Bereday got suspicious and went
to the bank where she learned that Ismael Serna Lara was on the payee line, not
Taylor. She also learned that Taylor was not a lawyer and confronted her about
it. Taylor brought her back a check for $7,000, but according to Bereday, it
was a bogus and she never got her money back.
Taylor testified at trial. She
said that she was working with Lara and Damon Roth, whom she assumed were lawyers
at a firm called Legal Associate Services, Inc., LLC. She testified that
Bereday spoke with Roth many times on the phone and that Roth directed Taylor and
Lara to try and cash the check. They tried at the Central Pacific Bank in
Kapolei, but they wouldn’t do it. They tried again at the Kahala branch and
they did. Taylor never touched the money. Lara took it, and she never saw it
again.
According to Taylor, Lara told
her to visit Bereday again to give her the receipt and other paperwork. When
she got there, Bereday was upset and demanded a refund. Lara got mad too when
he learned of Bereday’s demand, and wrote up a “refund check” to give to
Bereday. Taylor testified that she believed Roth and Lara were attorneys and
that back in 2006, they hired her to do some clerical work.
All jury instructions were given
by agreement. No mistake-of-fact instruction had been given to the jury. The
jury found Taylor guilty as charged. She was sentenced to five years prison and
ordered to pay $7,000 in restitution. Taylor appealed. The ICA reversed the
judgment on the grounds that the trial court erred in instructing the jury sua sponte about the mistake-of-fact
defense. The government petitioned for certiorari.
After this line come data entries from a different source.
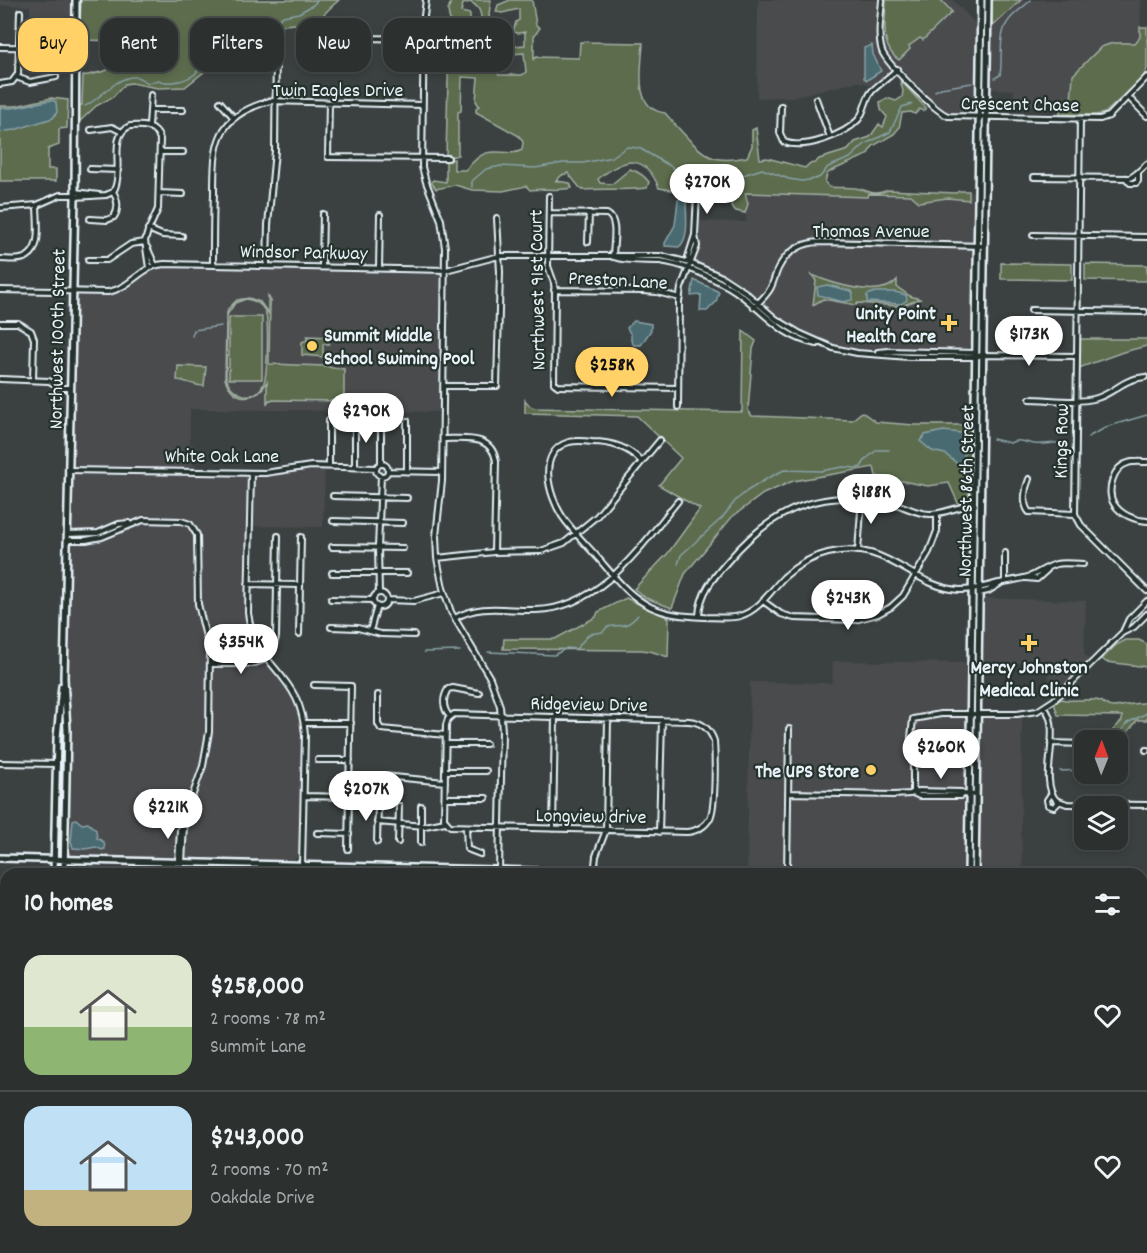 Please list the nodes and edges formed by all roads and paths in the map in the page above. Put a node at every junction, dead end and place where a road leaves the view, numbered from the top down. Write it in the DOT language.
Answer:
graph roads {
  1 [pos="76,0"];
  2 [pos="426,0"];
  3 [pos="882,0"];
  4 [pos="981,0"];
  5 [pos="988,0"];
  6 [pos="20,12"];
  7 [pos="20,18"];
  8 [pos="76,18"];
  9 [pos="425,18"];
  10 [pos="0,47"];
  11 [pos="18,47"];
  12 [pos="897,69"];
  13 [pos="18,70"];
  14 [pos="77,72"];
  15 [pos="276,72"];
  16 [pos="422,72"];
  17 [pos="16,77"];
  18 [pos="57,77"];
  19 [pos="1147,77"];
  20 [pos="0,84"];
  21 [pos="151,95"];
  22 [pos="1128,97"];
  23 [pos="816,99"];
  24 [pos="275,101"];
  25 [pos="220,102"];
  26 [pos="329,103"];
  27 [pos="422,105"];
  28 [pos="781,106"];
  29 [pos="151,110"];
  30 [pos="183,110"];
  31 [pos="1147,116"];
  32 [pos="234,118"];
  33 [pos="983,118"];
  34 [pos="1080,119"];
  35 [pos="149,126"];
  36 [pos="91,130"];
  37 [pos="122,132"];
  38 [pos="830,137"];
  39 [pos="160,152"];
  40 [pos="183,152"];
  41 [pos="422,158"];
  42 [pos="448,158"];
  43 [pos="1147,164"];
  44 [pos="90,169"];
  45 [pos="118,170"];
  46 [pos="1034,177"];
  47 [pos="1080,177"];
  48 [pos="113,192"];
  49 [pos="159,193"];
  50 [pos="183,194"];
  51 [pos="697,194"];
  52 [pos="75,195"];
  53 [pos="549,196"];
  54 [pos="37,205"];
  55 [pos="0,208"];
  56 [pos="549,213"];
  57 [pos="589,213"];
  58 [pos="323,214"];
  59 [pos="380,215"];
  60 [pos="497,218"];
  61 [pos="90,219"];
  62 [pos="148,229"];
  63 [pos="1033,235"];
  64 [pos="182,236"];
  65 [pos="1079,236"];
  66 [pos="1147,237"];
  67 [pos="588,242"];
  68 [pos="146,244"];
  69 [pos="981,246"];
  70 [pos="498,256"];
  71 [pos="548,256"];
  72 [pos="613,257"];
  73 [pos="0,259"];
  74 [pos="88,260"];
  75 [pos="690,263"];
  76 [pos="213,264"];
  77 [pos="155,265"];
  78 [pos="267,266"];
  79 [pos="322,267"];
  80 [pos="149,268"];
  81 [pos="379,268"];
  82 [pos="688,268"];
  83 [pos="446,270"];
  84 [pos="0,290"];
  85 [pos="554,290"];
  86 [pos="72,291"];
  87 [pos="680,298"];
  88 [pos="756,305"];
  89 [pos="1031,310"];
  90 [pos="1077,310"];
  91 [pos="1145,312"];
  92 [pos="0,323"];
  93 [pos="975,355"];
  94 [pos="982,355"];
  95 [pos="1077,356"];
  96 [pos="1145,377"];
  97 [pos="0,379"];
  98 [pos="33,379"];
  99 [pos="444,386"];
  100 [pos="70,388"];
  101 [pos="678,388"];
  102 [pos="1030,399"];
  103 [pos="1076,400"];
  104 [pos="678,408"];
  105 [pos="329,420"];
  106 [pos="356,421"];
  107 [pos="381,421"];
  108 [pos="407,421"];
  109 [pos="443,439"];
  110 [pos="660,440"];
  111 [pos="641,461"];
  112 [pos="1147,462"];
  113 [pos="381,463"];
  114 [pos="329,466"];
  115 [pos="355,466"];
  116 [pos="376,468"];
  117 [pos="68,470"];
  118 [pos="388,471"];
  119 [pos="251,472"];
  120 [pos="406,472"];
  121 [pos="442,472"];
  122 [pos="381,476"];
  123 [pos="1029,479"];
  124 [pos="333,496"];
  125 [pos="380,497"];
  126 [pos="407,498"];
  127 [pos="862,498"];
  128 [pos="678,501"];
  129 [pos="977,505"];
  130 [pos="937,514"];
  131 [pos="1075,514"];
  132 [pos="333,521"];
  133 [pos="1147,521"];
  134 [pos="378,522"];
  135 [pos="404,523"];
  136 [pos="577,534"];
  137 [pos="278,536"];
  138 [pos="67,537"];
  139 [pos="301,537"];
  140 [pos="332,547"];
  141 [pos="378,548"];
  142 [pos="403,548"];
  143 [pos="858,551"];
  144 [pos="494,552"];
  145 [pos="1005,553"];
  146 [pos="437,558"];
  147 [pos="1083,564"];
  148 [pos="332,573"];
  149 [pos="407,573"];
  150 [pos="378,574"];
  151 [pos="916,574"];
  152 [pos="613,575"];
  153 [pos="1003,582"];
  154 [pos="248,584"];
  155 [pos="277,585"];
  156 [pos="300,585"];
  157 [pos="976,591"];
  158 [pos="1147,591"];
  159 [pos="379,593"];
  160 [pos="444,593"];
  161 [pos="331,599"];
  162 [pos="373,600"];
  163 [pos="387,600"];
  164 [pos="763,601"];
  165 [pos="1147,601"];
  166 [pos="377,606"];
  167 [pos="1147,614"];
  168 [pos="699,616"];
  169 [pos="455,618"];
  170 [pos="331,627"];
  171 [pos="370,631"];
  172 [pos="1122,633"];
  173 [pos="299,634"];
  174 [pos="414,635"];
  175 [pos="264,656"];
  176 [pos="210,662"];
  177 [pos="63,678"];
  178 [pos="315,685"];
  179 [pos="479,693"];
  180 [pos="378,695"];
  181 [pos="1044,707"];
  182 [pos="974,713"];
  183 [pos="502,716"];
  184 [pos="450,717"];
  185 [pos="555,717"];
  186 [pos="608,719"];
  187 [pos="662,720"];
  188 [pos="304,723"];
  189 [pos="351,723"];
  190 [pos="789,729"];
  191 [pos="446,735"];
  192 [pos="1051,743"];
  193 [pos="446,744"];
  194 [pos="486,744"];
  195 [pos="1074,744"];
  196 [pos="318,760"];
  197 [pos="350,760"];
  198 [pos="0,763"];
  199 [pos="57,764"];
  200 [pos="445,771"];
  201 [pos="486,771"];
  202 [pos="445,782"];
  203 [pos="377,792"];
  204 [pos="788,793"];
  205 [pos="913,793"];
  206 [pos="970,794"];
  207 [pos="1051,794"];
  208 [pos="304,796"];
  209 [pos="349,797"];
  210 [pos="445,798"];
  211 [pos="486,798"];
  212 [pos="1059,802"];
  213 [pos="378,803"];
  214 [pos="1147,805"];
  215 [pos="421,806"];
  216 [pos="713,806"];
  217 [pos="399,807"];
  218 [pos="377,822"];
  219 [pos="445,822"];
  220 [pos="398,823"];
  221 [pos="421,826"];
  222 [pos="466,827"];
  223 [pos="500,828"];
  224 [pos="553,829"];
  225 [pos="606,830"];
  226 [pos="659,832"];
  227 [pos="316,833"];
  228 [pos="349,834"];
  229 [pos="377,842"];
  230 [pos="398,842"];
  231 [pos="421,843"];
  232 [pos="348,849"];
  233 [pos="480,854"];
  234 [pos="0,858"];
  235 [pos="55,860"];
  236 [pos="64,860"];
  237 [pos="180,863"];
  238 [pos="302,865"];
  239 [pos="54,868"];
  240 [pos="64,868"];
  241 [pos="420,868"];
  242 [pos="499,868"];
  243 [pos="595,868"];
  244 [pos="787,868"];
  245 [pos="968,868"];
  246 [pos="975,868"];
  1 -- 8 [label="street, Northwest 100th Street"];
  2 -- 9 [label="street"];
  3 -- 12 [label="street, Crescent Chase"];
  4 -- 33 [label="street, Northwest 86th Street"];
  5 -- 33 [label="street, Northwest 86th Street"];
  6 -- 7 [label="street"];
  10 -- 11 [label="street"];
  12 -- 33 [label="street, Crescent Chase"];
  12 -- 38 [label="street"];
  13 -- 17 [label="street"];
  14 -- 52 [label="street, Northwest 100th Street"];
  15 -- 24 [label="street"];
  16 -- 27 [label="street"];
  17 -- 18 [label="street"];
  17 -- 20 [label="street"];
  19 -- 22 [label="street, Crescent Chase"];
  21 -- 29 [label="street"];
  22 -- 31 [label="street"];
  22 -- 34 [label="street, Crescent Chase"];
  23 -- 38 [label="street"];
  24 -- 26 [label="street, Twin Eagles Drive"];
  24 -- 32 [label="street, Twin Eagles Drive"];
  24 -- 78 [label="street"];
  25 -- 32 [label="street"];
  26 -- 27 [label="street, Twin Eagles Drive"];
  26 -- 41 [label="street"];
  27 -- 41 [label="street"];
  28 -- 38 [label="street"];
  29 -- 30 [label="street"];
  29 -- 35 [label="street"];
  32 -- 76 [label="street"];
  33 -- 34 [label="street, Crescent Chase"];
  33 -- 69 [label="street, Northwest 86th Street"];
  34 -- 47 [label="street, Kings Row"];
  35 -- 37 [label="street"];
  35 -- 39 [label="street"];
  36 -- 37 [label="street"];
  37 -- 45 [label="street"];
  39 -- 40 [label="street"];
  39 -- 49 [label="street"];
  41 -- 42 [label="street"];
  41 -- 83 [label="street"];
  43 -- 47 [label="street"];
  44 -- 45 [label="street"];
  45 -- 48 [label="street"];
  46 -- 47 [label="street"];
  47 -- 65 [label="street, Kings Row"];
  48 -- 52 [label="street"];
  48 -- 61 [label="street"];
  49 -- 50 [label="street"];
  49 -- 62 [label="street"];
  51 -- 75 [label="street"];
  52 -- 54 [label="street"];
  52 -- 86 [label="street, Northwest 100th Street"];
  53 -- 56 [label="street, Northwest 91st Court"];
  54 -- 55 [label="street"];
  54 -- 73 [label="street"];
  56 -- 57 [label="street"];
  56 -- 71 [label="street, Northwest 91st Court"];
  57 -- 67 [label="street"];
  57 -- 72 [label="street"];
  58 -- 79 [label="street"];
  59 -- 81 [label="street"];
  60 -- 70 [label="street"];
  62 -- 64 [label="street"];
  62 -- 68 [label="street"];
  63 -- 65 [label="street"];
  65 -- 66 [label="street"];
  65 -- 90 [label="street, Kings Row"];
  68 -- 74 [label="street"];
  68 -- 77 [label="street"];
  68 -- 80 [label="street"];
  69 -- 88 [label="street, Thomas Avenue"];
  69 -- 93 [label="street, Northwest 86th Street"];
  69 -- 94 [label="street, Northwest 86th Street"];
  70 -- 71 [label="street, Windsor Parkway"];
  70 -- 83 [label="street, Windsor Parkway"];
  70 -- 99 [label="street"];
  71 -- 72 [label="street, Windsor Parkway"];
  71 -- 85 [label="street, Northwest 91st Court"];
  72 -- 75 [label="street, Windsor Parkway"];
  72 -- 82 [label="street, Windsor Parkway"];
  75 -- 82 [label="street"];
  75 -- 88 [label="street, Windsor Parkway"];
  76 -- 77 [label="street, Windsor Parkway"];
  76 -- 78 [label="street, Windsor Parkway"];
  77 -- 80 [label="street, Windsor Parkway"];
  78 -- 79 [label="street, Windsor Parkway"];
  79 -- 81 [label="street, Windsor Parkway"];
  80 -- 86 [label="street, Windsor Parkway"];
  81 -- 83 [label="street, Windsor Parkway"];
  82 -- 87 [label="street"];
  82 -- 88 [label="street, Windsor Parkway"];
  83 -- 99 [label="street"];
  84 -- 86 [label="street, Windsor Parkway"];
  85 -- 87 [label="street, Preston Lane"];
  85 -- 101 [label="street, Northwest 91st Court"];
  86 -- 100 [label="street, Northwest 100th Street"];
  87 -- 101 [label="street"];
  88 -- 93 [label="street, Windsor Parkway"];
  89 -- 90 [label="street"];
  90 -- 91 [label="street"];
  90 -- 95 [label="street, Kings Row"];
  92 -- 98 [label="street"];
  93 -- 94 [label="street, Windsor Parkway"];
  93 -- 129 [label="street, Northwest 86th Street"];
  94 -- 95 [label="street"];
  94 -- 129 [label="street, Northwest 86th Street"];
  95 -- 103 [label="street, Kings Row"];
  96 -- 103 [label="street"];
  97 -- 98 [label="street"];
  98 -- 100 [label="street"];
  99 -- 109 [label="street"];
  100 -- 117 [label="street, Northwest 100th Street"];
  101 -- 104 [label="street"];
  102 -- 103 [label="street"];
  103 -- 131 [label="street, Kings Row"];
  105 -- 114 [label="street"];
  106 -- 115 [label="street"];
  107 -- 113 [label="street"];
  108 -- 120 [label="street"];
  109 -- 121 [label="street"];
  109 -- 144 [label="street"];
  110 -- 111 [label="street"];
  111 -- 136 [label="street"];
  111 -- 136 [label="street"];
  112 -- 133 [label="street"];
  113 -- 116 [label="street"];
  113 -- 118 [label="street"];
  114 -- 115 [label="street, White Oak Lane"];
  114 -- 119 [label="street, White Oak Lane"];
  115 -- 116 [label="street, White Oak Lane"];
  116 -- 122 [label="street"];
  117 -- 119 [label="street, White Oak Lane"];
  117 -- 138 [label="street, Northwest 100th Street"];
  118 -- 120 [label="street"];
  118 -- 122 [label="street"];
  119 -- 154 [label="street"];
  120 -- 121 [label="street"];
  121 -- 146 [label="street"];
  122 -- 125 [label="street"];
  123 -- 131 [label="street"];
  124 -- 125 [label="street"];
  125 -- 126 [label="street"];
  125 -- 134 [label="street"];
  127 -- 130 [label="street"];
  127 -- 143 [label="street"];
  127 -- 168 [label="street"];
  128 -- 152 [label="street"];
  129 -- 130 [label="street"];
  129 -- 157 [label="street, Northwest 86th Street"];
  130 -- 151 [label="street"];
  131 -- 158 [label="street"];
  132 -- 134 [label="street"];
  134 -- 135 [label="street"];
  134 -- 141 [label="street"];
  136 -- 144 [label="street"];
  136 -- 152 [label="street"];
  137 -- 155 [label="street"];
  138 -- 176 [label="street"];
  138 -- 177 [label="street, Northwest 100th Street"];
  139 -- 156 [label="street"];
  140 -- 141 [label="street"];
  141 -- 142 [label="street"];
  141 -- 150 [label="street"];
  143 -- 151 [label="street"];
  143 -- 164 [label="street"];
  144 -- 146 [label="street"];
  145 -- 153 [label="street"];
  146 -- 160 [label="street"];
  147 -- 153 [label="street"];
  148 -- 150 [label="street"];
  149 -- 150 [label="street"];
  150 -- 159 [label="street"];
  151 -- 157 [label="street"];
  151 -- 164 [label="street"];
  152 -- 168 [label="street"];
  152 -- 169 [label="street"];
  153 -- 157 [label="street"];
  154 -- 155 [label="street"];
  154 -- 175 [label="street"];
  155 -- 156 [label="street"];
  155 -- 175 [label="street"];
  156 -- 173 [label="street"];
  157 -- 182 [label="street, Northwest 86th Street"];
  159 -- 162 [label="street"];
  159 -- 163 [label="street"];
  160 -- 163 [label="street"];
  160 -- 169 [label="street"];
  161 -- 162 [label="street"];
  162 -- 166 [label="street"];
  163 -- 166 [label="street"];
  164 -- 168 [label="street"];
  165 -- 172 [label="street"];
  166 -- 171 [label="street"];
  167 -- 172 [label="street"];
  169 -- 183 [label="street"];
  170 -- 171 [label="street"];
  171 -- 174 [label="street"];
  172 -- 181 [label="street"];
  175 -- 176 [label="street"];
  175 -- 188 [label="street"];
  176 -- 237 [label="street"];
  177 -- 199 [label="street, Northwest 100th Street"];
  177 -- 236 [label="street, Northwest 100th Street"];
  178 -- 189 [label="street"];
  179 -- 184 [label="street"];
  180 -- 191 [label="street"];
  181 -- 182 [label="street"];
  181 -- 192 [label="street"];
  182 -- 205 [label="street"];
  182 -- 206 [label="street, Northwest 86th Street"];
  183 -- 184 [label="street, Ridgeview Drive"];
  183 -- 185 [label="street, Ridgeview Drive"];
  183 -- 223 [label="street"];
  184 -- 191 [label="street"];
  185 -- 186 [label="street, Ridgeview Drive"];
  185 -- 224 [label="street"];
  186 -- 187 [label="street, Ridgeview Drive"];
  186 -- 225 [label="street"];
  187 -- 216 [label="street, Ridgeview Drive"];
  187 -- 226 [label="street"];
  188 -- 189 [label="street"];
  188 -- 208 [label="street"];
  189 -- 197 [label="street"];
  190 -- 204 [label="street"];
  191 -- 193 [label="street"];
  192 -- 195 [label="street"];
  192 -- 207 [label="street"];
  193 -- 194 [label="street"];
  193 -- 200 [label="street"];
  196 -- 197 [label="street"];
  197 -- 209 [label="street"];
  198 -- 199 [label="street"];
  199 -- 235 [label="street, Northwest 100th Street"];
  200 -- 201 [label="street"];
  200 -- 202 [label="street"];
  202 -- 203 [label="street"];
  202 -- 210 [label="street"];
  204 -- 205 [label="street"];
  204 -- 244 [label="street"];
  205 -- 206 [label="street"];
  206 -- 245 [label="street, Northwest 86th Street"];
  206 -- 246 [label="street, Northwest 86th Street"];
  207 -- 212 [label="street"];
  207 -- 212 [label="street"];
  208 -- 209 [label="street"];
  208 -- 238 [label="street"];
  209 -- 228 [label="street"];
  210 -- 211 [label="street"];
  210 -- 219 [label="street"];
  212 -- 214 [label="street"];
  213 -- 218 [label="street"];
  215 -- 221 [label="street"];
  216 -- 226 [label="street, Longview drive"];
  217 -- 220 [label="street"];
  218 -- 220 [label="street"];
  218 -- 229 [label="street"];
  219 -- 221 [label="street"];
  219 -- 222 [label="street, Longview drive"];
  220 -- 221 [label="street"];
  220 -- 230 [label="street"];
  221 -- 231 [label="street"];
  222 -- 223 [label="street, Longview drive"];
  222 -- 233 [label="street"];
  223 -- 224 [label="street, Longview drive"];
  223 -- 242 [label="street"];
  224 -- 225 [label="street, Longview drive"];
  225 -- 226 [label="street, Longview drive"];
  225 -- 243 [label="street"];
  227 -- 228 [label="street"];
  228 -- 232 [label="street"];
  234 -- 235 [label="street"];
  235 -- 236 [label="street"];
  235 -- 239 [label="street, Northwest 100th Street"];
  236 -- 237 [label="street"];
  236 -- 240 [label="street, Northwest 100th Street"];
  237 -- 238 [label="street"];
  238 -- 241 [label="street"];
}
Theft by Deception and the Mistake-of-Fact Defense. A person commits theft if the person “obtains, or
exerts control over, the property of another by deception with intent to deprive
the other of the property.” HRS § 708-830(2). If the value of the property
exceeds $300, it’s a felony. HRS § 708-831(1)(b). “Deception” means knowingly creating
or confirming “another’s impression which is false and which the defendant does
not believe to be true,” failing “to correct a false impression which the
previously has created or confirmed,” or promising “performance which the
person does not intend to perform or knows will not be performed[.]” HRS §
708-800.
Mistaken facts on the part of the
defendant, however, is a defense to theft by deception. “[I]t is a defense that
the accused engaged in the prohibited conduct under ignorance or mistake of
fact if: (1) The ignorance or mistake negatives the state of mind required to
establish an element of the offense; or (2) The law defining the offense or a
law related thereto provides that the state of mind established by such
ignorance or mistake constitutes a defense.” HRS § 702-218.
Pulling the Stenger
Out . . . The question in this case is
whether the trial court erred in instructing the jury about this defense when
neither party asked for it. A badly-divided HSC confronted a similar issue in State v. Stenger, 122 Hawai'i 271, 226
P.3d 441 (2010). According to the HSC, the Stenger
plurality held that when there is an instruction requested by the defendant and
the instruction is erroneous, the trial court has a duty to provide a correct
instruction to the jury.
The HSC noted that in the three
years since Stenger, the case has been
improperly read to mean that the trial court has a duty to provide instructions
that were never requested so long as the evidence would have supported such an
instruction.
Rethinking Nichols.
Fortunately for Taylor, there’s State v. Nichols, 111 Hawai'i 327, 141
P.3d 974 (D). There, the HSC held that even if the defendant did not raise the
instructional issue before the trial court, “once instructional error is
demonstrated [on appeal], we will vacate, without regard to whether timely
objection was made, if there was a reasonable possibility that the error
contributed to the defendant’s conviction[.]” Id. at 337, 141 P.3d at 984. The Nichols court explained that the failure to raise the issue before
the trial court usually would trigger a plain-error analysis after the error
was raised on appeal for the first time. That would render the additional
harmless error analysis superfluous. Thus, the Nichols court reasoned that a single, harmless error analysis was
sufficient.
The HSC observed that even though
the Nichols court claimed to have
merged the two standards, it still did “a two-step, plain-error-then-harmless
error review in analyzing instructional error.” The HSC synthesized the Nichols analysis. First, the defense has
to overcome the presumption that the instructions were correct by finding
instructional error. Id. at 337, n.
6, 141 P.3d at 984, n. 6. Then, the defendant has to show that the error was
not harmless beyond a reasonable doubt (i.e.,
there was a reasonable possibility that the error contributed to the
conviction). Id. at 337, 141 P.3d at
984. And so, when the defendant fails to object to instructional error and
raises it for the first time on appeal, the plain-error standard still applies.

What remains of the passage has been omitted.